%%

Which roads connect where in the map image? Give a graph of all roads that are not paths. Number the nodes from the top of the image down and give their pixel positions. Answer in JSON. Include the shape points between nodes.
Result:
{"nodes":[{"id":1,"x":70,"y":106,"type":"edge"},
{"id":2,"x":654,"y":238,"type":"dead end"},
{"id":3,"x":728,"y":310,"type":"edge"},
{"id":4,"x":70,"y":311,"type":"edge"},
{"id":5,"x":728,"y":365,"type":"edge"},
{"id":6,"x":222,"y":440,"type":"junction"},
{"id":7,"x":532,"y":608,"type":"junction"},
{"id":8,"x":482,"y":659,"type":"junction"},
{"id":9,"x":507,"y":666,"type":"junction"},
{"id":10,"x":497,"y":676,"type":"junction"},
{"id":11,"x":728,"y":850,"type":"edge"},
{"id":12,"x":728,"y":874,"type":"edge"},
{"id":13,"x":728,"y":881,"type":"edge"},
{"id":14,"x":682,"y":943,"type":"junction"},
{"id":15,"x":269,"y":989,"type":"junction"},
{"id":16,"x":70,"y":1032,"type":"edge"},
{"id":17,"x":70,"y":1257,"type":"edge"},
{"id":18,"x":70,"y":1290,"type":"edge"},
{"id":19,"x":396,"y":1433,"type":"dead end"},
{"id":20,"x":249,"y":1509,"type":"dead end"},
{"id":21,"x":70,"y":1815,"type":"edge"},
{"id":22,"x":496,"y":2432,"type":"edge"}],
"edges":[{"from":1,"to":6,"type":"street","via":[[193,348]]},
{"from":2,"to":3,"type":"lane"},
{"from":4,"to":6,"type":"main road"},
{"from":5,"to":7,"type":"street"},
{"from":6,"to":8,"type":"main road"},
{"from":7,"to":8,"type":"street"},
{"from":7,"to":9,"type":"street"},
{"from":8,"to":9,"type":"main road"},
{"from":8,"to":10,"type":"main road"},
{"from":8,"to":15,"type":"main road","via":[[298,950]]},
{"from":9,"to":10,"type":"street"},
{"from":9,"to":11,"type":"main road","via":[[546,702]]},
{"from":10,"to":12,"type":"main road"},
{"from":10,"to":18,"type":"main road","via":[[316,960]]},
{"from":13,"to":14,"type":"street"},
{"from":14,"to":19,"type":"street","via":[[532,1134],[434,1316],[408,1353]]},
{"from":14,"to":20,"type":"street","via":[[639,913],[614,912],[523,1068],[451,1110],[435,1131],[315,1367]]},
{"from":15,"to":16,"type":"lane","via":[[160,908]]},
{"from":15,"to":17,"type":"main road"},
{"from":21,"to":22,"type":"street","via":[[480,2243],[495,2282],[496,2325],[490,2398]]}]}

%%

Return the data in full, with each line kept exactly as it is.

*Solution*.
Which roads connect where in the map image? Give a graph of all roads that are not paths. Number the nodes from the top of the image down and give their pixel positions. Answer in JSON. Include the shape points between nodes.
Result:
{"nodes":[{"id":1,"x":70,"y":106,"type":"edge"},
{"id":2,"x":654,"y":238,"type":"dead end"},
{"id":3,"x":728,"y":310,"type":"edge"},
{"id":4,"x":70,"y":311,"type":"edge"},
{"id":5,"x":728,"y":365,"type":"edge"},
{"id":6,"x":222,"y":440,"type":"junction"},
{"id":7,"x":532,"y":608,"type":"junction"},
{"id":8,"x":482,"y":659,"type":"junction"},
{"id":9,"x":507,"y":666,"type":"junction"},
{"id":10,"x":497,"y":676,"type":"junction"},
{"id":11,"x":728,"y":850,"type":"edge"},
{"id":12,"x":728,"y":874,"type":"edge"},
{"id":13,"x":728,"y":881,"type":"edge"},
{"id":14,"x":682,"y":943,"type":"junction"},
{"id":15,"x":269,"y":989,"type":"junction"},
{"id":16,"x":70,"y":1032,"type":"edge"},
{"id":17,"x":70,"y":1257,"type":"edge"},
{"id":18,"x":70,"y":1290,"type":"edge"},
{"id":19,"x":396,"y":1433,"type":"dead end"},
{"id":20,"x":249,"y":1509,"type":"dead end"},
{"id":21,"x":70,"y":1815,"type":"edge"},
{"id":22,"x":496,"y":2432,"type":"edge"}],
"edges":[{"from":1,"to":6,"type":"street","via":[[193,348]]},
{"from":2,"to":3,"type":"lane"},
{"from":4,"to":6,"type":"main road"},
{"from":5,"to":7,"type":"street"},
{"from":6,"to":8,"type":"main road"},
{"from":7,"to":8,"type":"street"},
{"from":7,"to":9,"type":"street"},
{"from":8,"to":9,"type":"main road"},
{"from":8,"to":10,"type":"main road"},
{"from":8,"to":15,"type":"main road","via":[[298,950]]},
{"from":9,"to":10,"type":"street"},
{"from":9,"to":11,"type":"main road","via":[[546,702]]},
{"from":10,"to":12,"type":"main road"},
{"from":10,"to":18,"type":"main road","via":[[316,960]]},
{"from":13,"to":14,"type":"street"},
{"from":14,"to":19,"type":"street","via":[[532,1134],[434,1316],[408,1353]]},
{"from":14,"to":20,"type":"street","via":[[639,913],[614,912],[523,1068],[451,1110],[435,1131],[315,1367]]},
{"from":15,"to":16,"type":"lane","via":[[160,908]]},
{"from":15,"to":17,"type":"main road"},
{"from":21,"to":22,"type":"street","via":[[480,2243],[495,2282],[496,2325],[490,2398]]}]}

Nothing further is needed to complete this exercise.